- _Exercise objective_
What is needed is an exact retyping of the records below, from the first line through the line that contains "pinky pip: (305, 242)".
*** Data extracts ***
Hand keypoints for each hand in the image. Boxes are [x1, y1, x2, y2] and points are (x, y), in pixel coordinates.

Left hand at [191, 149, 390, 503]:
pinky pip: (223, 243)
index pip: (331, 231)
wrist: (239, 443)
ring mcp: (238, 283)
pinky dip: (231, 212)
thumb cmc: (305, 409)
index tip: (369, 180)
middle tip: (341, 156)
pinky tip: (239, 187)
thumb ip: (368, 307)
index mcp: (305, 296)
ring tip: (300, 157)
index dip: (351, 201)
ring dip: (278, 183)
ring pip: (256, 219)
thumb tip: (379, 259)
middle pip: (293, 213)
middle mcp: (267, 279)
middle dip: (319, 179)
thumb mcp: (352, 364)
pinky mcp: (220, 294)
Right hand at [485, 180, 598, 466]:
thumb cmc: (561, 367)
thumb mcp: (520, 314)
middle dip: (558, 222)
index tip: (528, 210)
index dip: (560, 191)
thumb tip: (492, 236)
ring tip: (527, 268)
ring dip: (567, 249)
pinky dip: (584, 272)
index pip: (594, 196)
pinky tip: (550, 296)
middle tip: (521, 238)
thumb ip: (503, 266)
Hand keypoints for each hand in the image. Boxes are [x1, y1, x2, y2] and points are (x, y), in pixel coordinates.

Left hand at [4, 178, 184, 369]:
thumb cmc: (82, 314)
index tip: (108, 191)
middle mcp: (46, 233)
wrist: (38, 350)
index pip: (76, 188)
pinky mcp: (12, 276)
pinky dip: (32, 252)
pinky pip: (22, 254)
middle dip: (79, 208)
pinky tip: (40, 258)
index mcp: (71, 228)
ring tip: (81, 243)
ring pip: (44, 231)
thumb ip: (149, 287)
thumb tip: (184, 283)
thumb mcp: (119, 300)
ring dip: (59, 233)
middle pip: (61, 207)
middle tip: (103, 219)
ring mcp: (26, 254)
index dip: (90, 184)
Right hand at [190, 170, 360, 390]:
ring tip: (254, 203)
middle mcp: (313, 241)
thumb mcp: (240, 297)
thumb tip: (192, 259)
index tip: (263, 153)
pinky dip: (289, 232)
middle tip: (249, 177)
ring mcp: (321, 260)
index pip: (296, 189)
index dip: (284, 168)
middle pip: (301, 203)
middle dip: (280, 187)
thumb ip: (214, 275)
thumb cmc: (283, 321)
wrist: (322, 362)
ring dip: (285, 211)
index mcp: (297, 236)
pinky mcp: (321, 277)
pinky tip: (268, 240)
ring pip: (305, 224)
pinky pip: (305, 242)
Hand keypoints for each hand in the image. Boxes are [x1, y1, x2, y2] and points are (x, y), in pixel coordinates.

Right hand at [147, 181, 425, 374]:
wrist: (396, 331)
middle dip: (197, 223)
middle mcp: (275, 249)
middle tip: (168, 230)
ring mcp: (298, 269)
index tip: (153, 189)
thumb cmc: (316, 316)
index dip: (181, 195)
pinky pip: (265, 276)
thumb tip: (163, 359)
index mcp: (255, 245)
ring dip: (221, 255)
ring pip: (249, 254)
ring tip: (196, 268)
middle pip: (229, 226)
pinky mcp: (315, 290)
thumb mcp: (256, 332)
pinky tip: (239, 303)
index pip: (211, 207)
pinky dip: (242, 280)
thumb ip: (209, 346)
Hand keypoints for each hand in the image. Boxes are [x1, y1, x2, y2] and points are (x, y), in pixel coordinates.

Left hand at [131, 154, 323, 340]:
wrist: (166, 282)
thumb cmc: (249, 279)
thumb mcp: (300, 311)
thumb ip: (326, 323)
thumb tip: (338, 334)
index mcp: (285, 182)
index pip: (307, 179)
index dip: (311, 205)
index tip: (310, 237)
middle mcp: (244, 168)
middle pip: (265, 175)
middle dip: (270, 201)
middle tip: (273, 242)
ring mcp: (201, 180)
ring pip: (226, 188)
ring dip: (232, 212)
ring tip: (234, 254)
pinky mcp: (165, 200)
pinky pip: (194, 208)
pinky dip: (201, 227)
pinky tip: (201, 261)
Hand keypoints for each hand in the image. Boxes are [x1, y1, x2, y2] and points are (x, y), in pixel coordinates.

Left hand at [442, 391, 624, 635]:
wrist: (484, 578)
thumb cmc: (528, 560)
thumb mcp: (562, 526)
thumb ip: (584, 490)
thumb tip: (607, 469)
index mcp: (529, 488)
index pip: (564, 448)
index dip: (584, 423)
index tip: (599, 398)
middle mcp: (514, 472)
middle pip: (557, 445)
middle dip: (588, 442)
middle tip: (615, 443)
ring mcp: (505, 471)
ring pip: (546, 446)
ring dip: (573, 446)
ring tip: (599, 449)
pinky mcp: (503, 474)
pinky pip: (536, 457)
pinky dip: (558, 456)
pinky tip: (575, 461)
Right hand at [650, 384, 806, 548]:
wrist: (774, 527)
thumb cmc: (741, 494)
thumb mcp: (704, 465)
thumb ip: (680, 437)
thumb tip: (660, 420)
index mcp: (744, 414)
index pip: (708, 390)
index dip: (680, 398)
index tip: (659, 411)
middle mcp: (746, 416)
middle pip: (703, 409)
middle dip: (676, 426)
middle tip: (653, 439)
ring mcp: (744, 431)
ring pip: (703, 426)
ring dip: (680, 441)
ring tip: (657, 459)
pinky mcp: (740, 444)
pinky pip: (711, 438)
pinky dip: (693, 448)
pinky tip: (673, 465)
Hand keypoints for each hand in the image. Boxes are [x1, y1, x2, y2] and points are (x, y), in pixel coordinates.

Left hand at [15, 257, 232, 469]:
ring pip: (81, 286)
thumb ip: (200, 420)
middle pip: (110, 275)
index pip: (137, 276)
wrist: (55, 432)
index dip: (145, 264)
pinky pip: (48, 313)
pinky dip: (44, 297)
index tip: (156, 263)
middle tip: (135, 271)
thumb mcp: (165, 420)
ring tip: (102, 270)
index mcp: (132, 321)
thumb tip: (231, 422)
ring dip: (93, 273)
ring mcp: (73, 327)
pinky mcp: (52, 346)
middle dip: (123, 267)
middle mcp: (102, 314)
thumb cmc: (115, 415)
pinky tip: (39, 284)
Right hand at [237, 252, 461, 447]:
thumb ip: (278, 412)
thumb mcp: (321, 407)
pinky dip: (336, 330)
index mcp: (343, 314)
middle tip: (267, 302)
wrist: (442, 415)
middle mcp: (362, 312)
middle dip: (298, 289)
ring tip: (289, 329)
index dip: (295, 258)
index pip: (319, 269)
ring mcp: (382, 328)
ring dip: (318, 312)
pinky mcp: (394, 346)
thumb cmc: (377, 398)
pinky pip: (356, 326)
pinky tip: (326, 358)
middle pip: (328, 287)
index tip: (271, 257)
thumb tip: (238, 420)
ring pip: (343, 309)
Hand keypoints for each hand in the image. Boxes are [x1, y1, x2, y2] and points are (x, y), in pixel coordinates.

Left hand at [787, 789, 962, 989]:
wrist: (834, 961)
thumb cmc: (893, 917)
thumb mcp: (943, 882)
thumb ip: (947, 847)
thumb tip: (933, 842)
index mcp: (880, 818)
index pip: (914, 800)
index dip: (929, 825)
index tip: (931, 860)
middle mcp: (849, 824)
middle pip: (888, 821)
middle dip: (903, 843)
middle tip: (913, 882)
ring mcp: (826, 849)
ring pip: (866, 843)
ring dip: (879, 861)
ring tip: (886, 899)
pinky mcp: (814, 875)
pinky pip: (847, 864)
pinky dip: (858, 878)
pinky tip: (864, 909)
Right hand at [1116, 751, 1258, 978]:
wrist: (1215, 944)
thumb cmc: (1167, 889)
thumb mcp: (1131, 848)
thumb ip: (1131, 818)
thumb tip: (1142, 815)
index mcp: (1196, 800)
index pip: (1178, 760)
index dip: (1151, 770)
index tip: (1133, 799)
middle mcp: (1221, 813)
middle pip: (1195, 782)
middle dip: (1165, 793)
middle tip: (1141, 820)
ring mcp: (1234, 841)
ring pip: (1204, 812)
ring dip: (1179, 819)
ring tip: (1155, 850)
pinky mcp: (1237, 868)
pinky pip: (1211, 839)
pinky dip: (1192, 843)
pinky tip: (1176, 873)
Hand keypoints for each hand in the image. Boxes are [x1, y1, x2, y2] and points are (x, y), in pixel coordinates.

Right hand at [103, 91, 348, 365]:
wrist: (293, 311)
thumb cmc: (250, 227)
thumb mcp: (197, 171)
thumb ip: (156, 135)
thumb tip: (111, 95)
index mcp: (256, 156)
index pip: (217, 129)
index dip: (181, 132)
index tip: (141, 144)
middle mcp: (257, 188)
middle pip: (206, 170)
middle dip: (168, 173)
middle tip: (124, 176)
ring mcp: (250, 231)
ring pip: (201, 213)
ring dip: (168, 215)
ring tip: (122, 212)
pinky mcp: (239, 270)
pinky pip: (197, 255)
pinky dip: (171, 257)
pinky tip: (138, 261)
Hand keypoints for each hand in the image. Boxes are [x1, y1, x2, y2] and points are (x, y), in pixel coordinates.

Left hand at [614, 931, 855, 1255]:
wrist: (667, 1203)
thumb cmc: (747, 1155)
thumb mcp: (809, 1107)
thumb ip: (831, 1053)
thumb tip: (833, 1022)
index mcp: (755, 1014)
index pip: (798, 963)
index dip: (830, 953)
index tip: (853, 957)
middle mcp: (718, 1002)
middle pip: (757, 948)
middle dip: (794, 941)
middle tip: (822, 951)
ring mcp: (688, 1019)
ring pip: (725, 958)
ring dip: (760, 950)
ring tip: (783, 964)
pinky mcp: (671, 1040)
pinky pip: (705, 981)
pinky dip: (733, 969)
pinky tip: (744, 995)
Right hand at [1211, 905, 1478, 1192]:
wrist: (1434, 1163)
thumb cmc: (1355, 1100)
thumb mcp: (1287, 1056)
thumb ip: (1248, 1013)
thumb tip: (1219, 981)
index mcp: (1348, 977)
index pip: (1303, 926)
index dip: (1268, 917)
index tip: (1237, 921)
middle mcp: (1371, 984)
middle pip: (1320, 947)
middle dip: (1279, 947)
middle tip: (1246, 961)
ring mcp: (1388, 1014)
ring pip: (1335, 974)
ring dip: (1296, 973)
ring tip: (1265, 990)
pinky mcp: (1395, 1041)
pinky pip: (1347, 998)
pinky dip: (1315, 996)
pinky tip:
*** End of Data extracts ***
- _Response to the task_
Hand keypoints for each hand in the image. Boxes are [x1, y1, x2, y2] and points are (x, y), in pixel coordinates.

Left hand at [191, 149, 390, 503]:
pinky pip: (223, 243)
index pip: (331, 231)
wrist: (239, 443)
ring mcp: (238, 283)
pinky dip: (231, 212)
thumb cmc: (305, 409)
index tip: (369, 180)
middle tip: (341, 156)
pinky tip: (239, 187)
thumb ip: (368, 307)
index mcp: (305, 296)
ring tip: (300, 157)
index dip: (351, 201)
ring dip: (278, 183)
ring pip: (256, 219)
thumb tip: (379, 259)
middle pip: (293, 213)
middle mcp: (267, 279)
middle dip: (319, 179)
thumb mcp: (352, 364)
pinky mcp: (220, 294)
Right hand at [485, 180, 598, 466]:
thumb cmc: (561, 367)
thumb mcp: (520, 314)
middle dip: (558, 222)
index tip: (528, 210)
index dip: (560, 191)
thumb tip: (492, 236)
ring tip: (527, 268)
ring dip: (567, 249)
pinky dip: (584, 272)
index pip: (594, 196)
pinky tip: (550, 296)
middle tip: (521, 238)
thumb ip: (503, 266)
Hand keypoints for each hand in the image. Boxes are [x1, y1, x2, y2] and points are (x, y), in pixel coordinates.

Left hand at [4, 178, 184, 369]:
thumb cmc: (82, 314)
index tip: (108, 191)
middle mcp: (46, 233)
wrist: (38, 350)
index pip: (76, 188)
pinky mcp: (12, 276)
pinky dip: (32, 252)
pinky pip: (22, 254)
middle dip: (79, 208)
pinky tip: (40, 258)
index mcp: (71, 228)
ring tip: (81, 243)
ring pip: (44, 231)
thumb ip: (149, 287)
thumb tip: (184, 283)
thumb mcp: (119, 300)
ring dip: (59, 233)
middle pip: (61, 207)
middle tip: (103, 219)
ring mcp: (26, 254)
index dip: (90, 184)
Right hand at [190, 170, 360, 390]:
ring tip: (254, 203)
middle mcp: (313, 241)
thumb mcp: (240, 297)
thumb tip: (192, 259)
index tip: (263, 153)
pinky dip: (289, 232)
middle tip: (249, 177)
ring mcp: (321, 260)
index pip: (296, 189)
index dip: (284, 168)
middle pip: (301, 203)
middle dip: (280, 187)
thumb ip: (214, 275)
thumb cmc: (283, 321)
wrist: (322, 362)
ring dip: (285, 211)
index mcp: (297, 236)
pinky mcp: (321, 277)
pinky tip: (268, 240)
ring pip: (305, 224)
pinky pip: (305, 242)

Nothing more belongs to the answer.